Dataset excerpts:

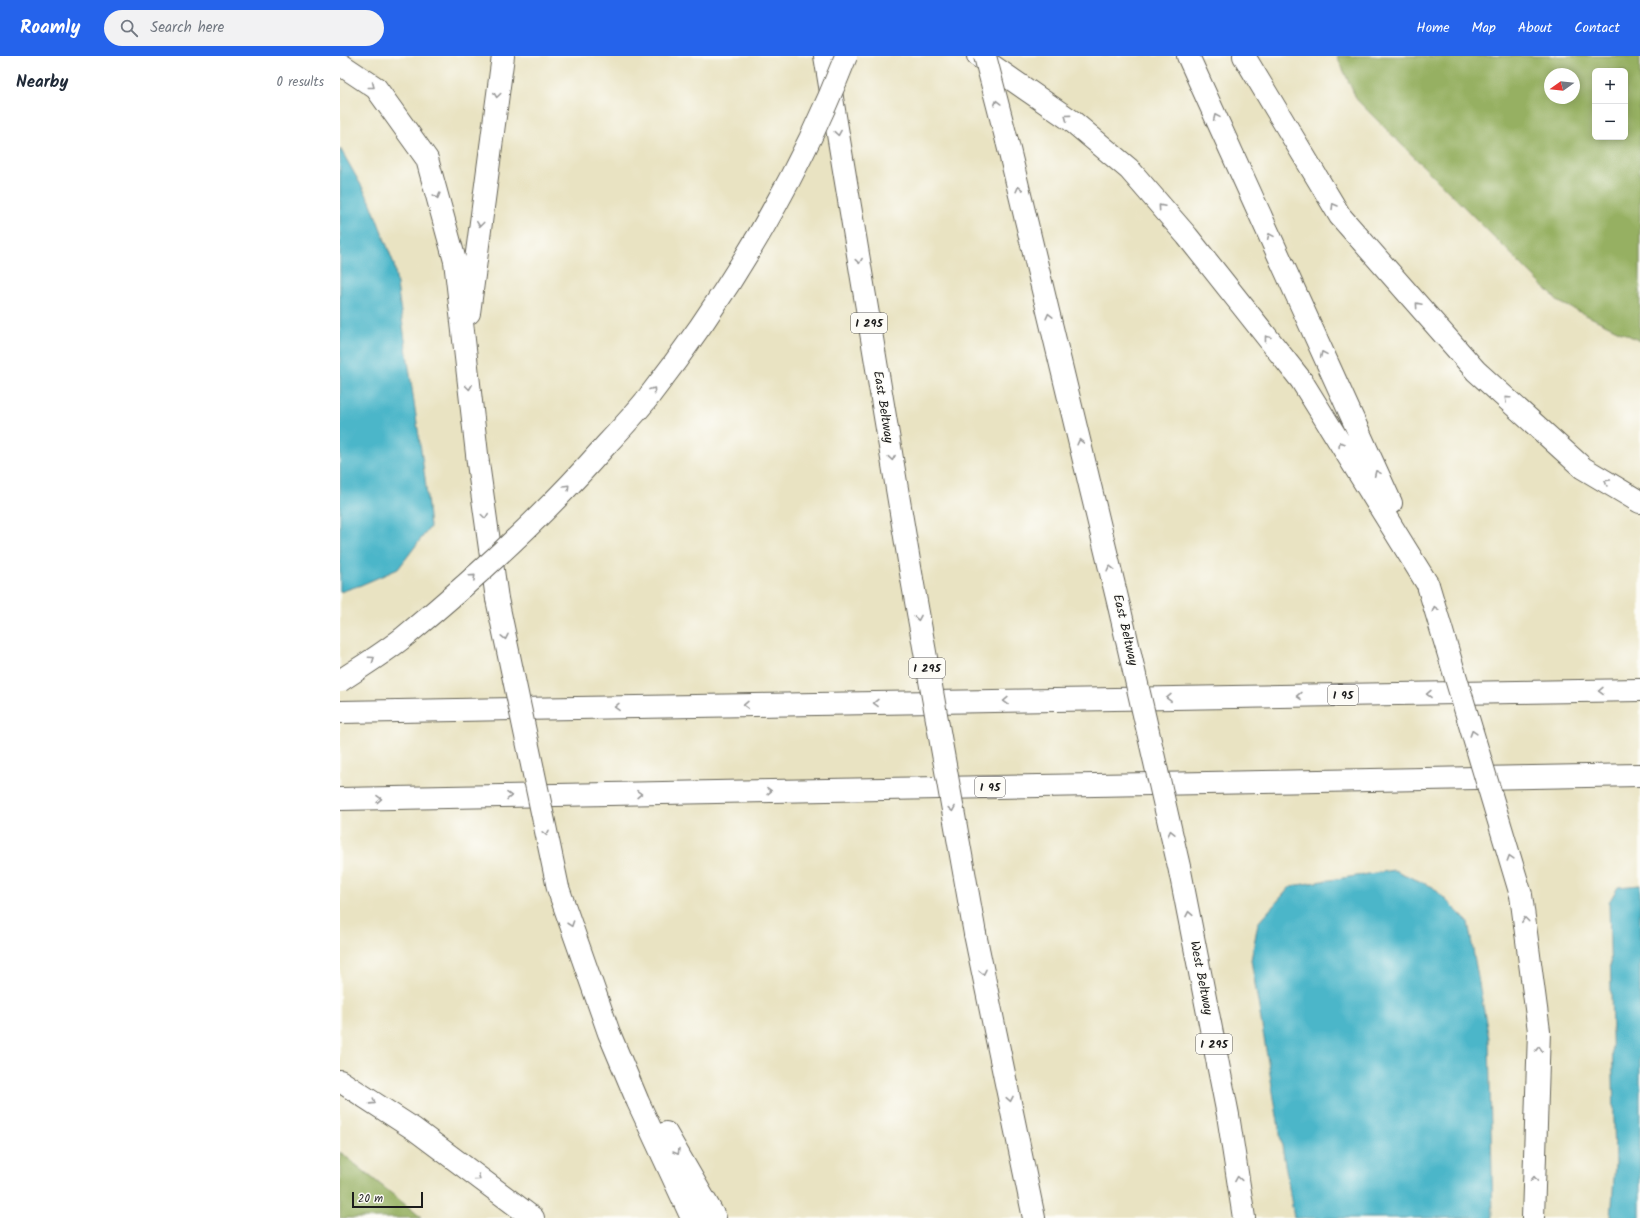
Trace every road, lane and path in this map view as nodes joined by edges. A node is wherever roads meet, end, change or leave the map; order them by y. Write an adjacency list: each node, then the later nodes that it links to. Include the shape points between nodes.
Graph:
1 (503, 56): 9 (highway, one-way to 9)
2 (846, 56): 12 (highway, one-way to 2, bridge, via 403,638 524,531 586,468 646,400 739,266 785,188)
3 (978, 56): 11 (highway, one-way to 3, via 1301,380 1187,236 1129,169 1072,121)
4 (985, 56): 17 (highway, East Beltway / I 295, one-way to 4, bridge, via 1120,606)
5 (1188, 56): 11 (highway, one-way to 5)
6 (1244, 56): 10 (highway, one-way to 6, via 1583,468 1476,371 1340,216)
7 (826, 61): 25 (highway, East Beltway / I 295, one-way to 25, bridge, via 974,934)
8 (340, 64): 9 (highway, one-way to 9, via 376,88 426,159 455,261)
9 (465, 348): 20 (highway, one-way to 20, bridge, via 497,599 558,888)
10 (1640, 502)
11 (1428, 585): 27 (highway, one-way to 11, bridge, via 1539,1031 1522,895)
12 (340, 681)
13 (1640, 690): 15 (highway, I 95, one-way to 15)
14 (340, 706): 15 (highway)
15 (368, 711): 16 (highway, I 95)
16 (340, 712)
17 (1150, 739): 26 (highway, West Beltway / I 295, one-way to 17, bridge, via 1226,1107 1180,871)
18 (1640, 775): 19 (highway, I 95, one-way to 18)
19 (340, 799)
20 (609, 1033): 23 (highway); 24 (highway, one-way to 24)
21 (340, 1081): 22 (highway, one-way to 22, via 414,1129)
22 (533, 1218)
23 (692, 1218)
24 (715, 1218)
25 (1034, 1218)
26 (1244, 1218)
27 (1533, 1218)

◆ Your goal
Each entry should be set down exactly, pictures excluded.

◆ Expected output
Trace every road, lane and path in this map view as nodes joined by edges. A node is wherever roads meet, end, change or leave the map; order them by y. Write an adjacency list: each node, then the later nodes that it links to. Include the shape points between nodes.
Graph:
1 (503, 56): 9 (highway, one-way to 9)
2 (846, 56): 12 (highway, one-way to 2, bridge, via 403,638 524,531 586,468 646,400 739,266 785,188)
3 (978, 56): 11 (highway, one-way to 3, via 1301,380 1187,236 1129,169 1072,121)
4 (985, 56): 17 (highway, East Beltway / I 295, one-way to 4, bridge, via 1120,606)
5 (1188, 56): 11 (highway, one-way to 5)
6 (1244, 56): 10 (highway, one-way to 6, via 1583,468 1476,371 1340,216)
7 (826, 61): 25 (highway, East Beltway / I 295, one-way to 25, bridge, via 974,934)
8 (340, 64): 9 (highway, one-way to 9, via 376,88 426,159 455,261)
9 (465, 348): 20 (highway, one-way to 20, bridge, via 497,599 558,888)
10 (1640, 502)
11 (1428, 585): 27 (highway, one-way to 11, bridge, via 1539,1031 1522,895)
12 (340, 681)
13 (1640, 690): 15 (highway, I 95, one-way to 15)
14 (340, 706): 15 (highway)
15 (368, 711): 16 (highway, I 95)
16 (340, 712)
17 (1150, 739): 26 (highway, West Beltway / I 295, one-way to 17, bridge, via 1226,1107 1180,871)
18 (1640, 775): 19 (highway, I 95, one-way to 18)
19 (340, 799)
20 (609, 1033): 23 (highway); 24 (highway, one-way to 24)
21 (340, 1081): 22 (highway, one-way to 22, via 414,1129)
22 (533, 1218)
23 (692, 1218)
24 (715, 1218)
25 (1034, 1218)
26 (1244, 1218)
27 (1533, 1218)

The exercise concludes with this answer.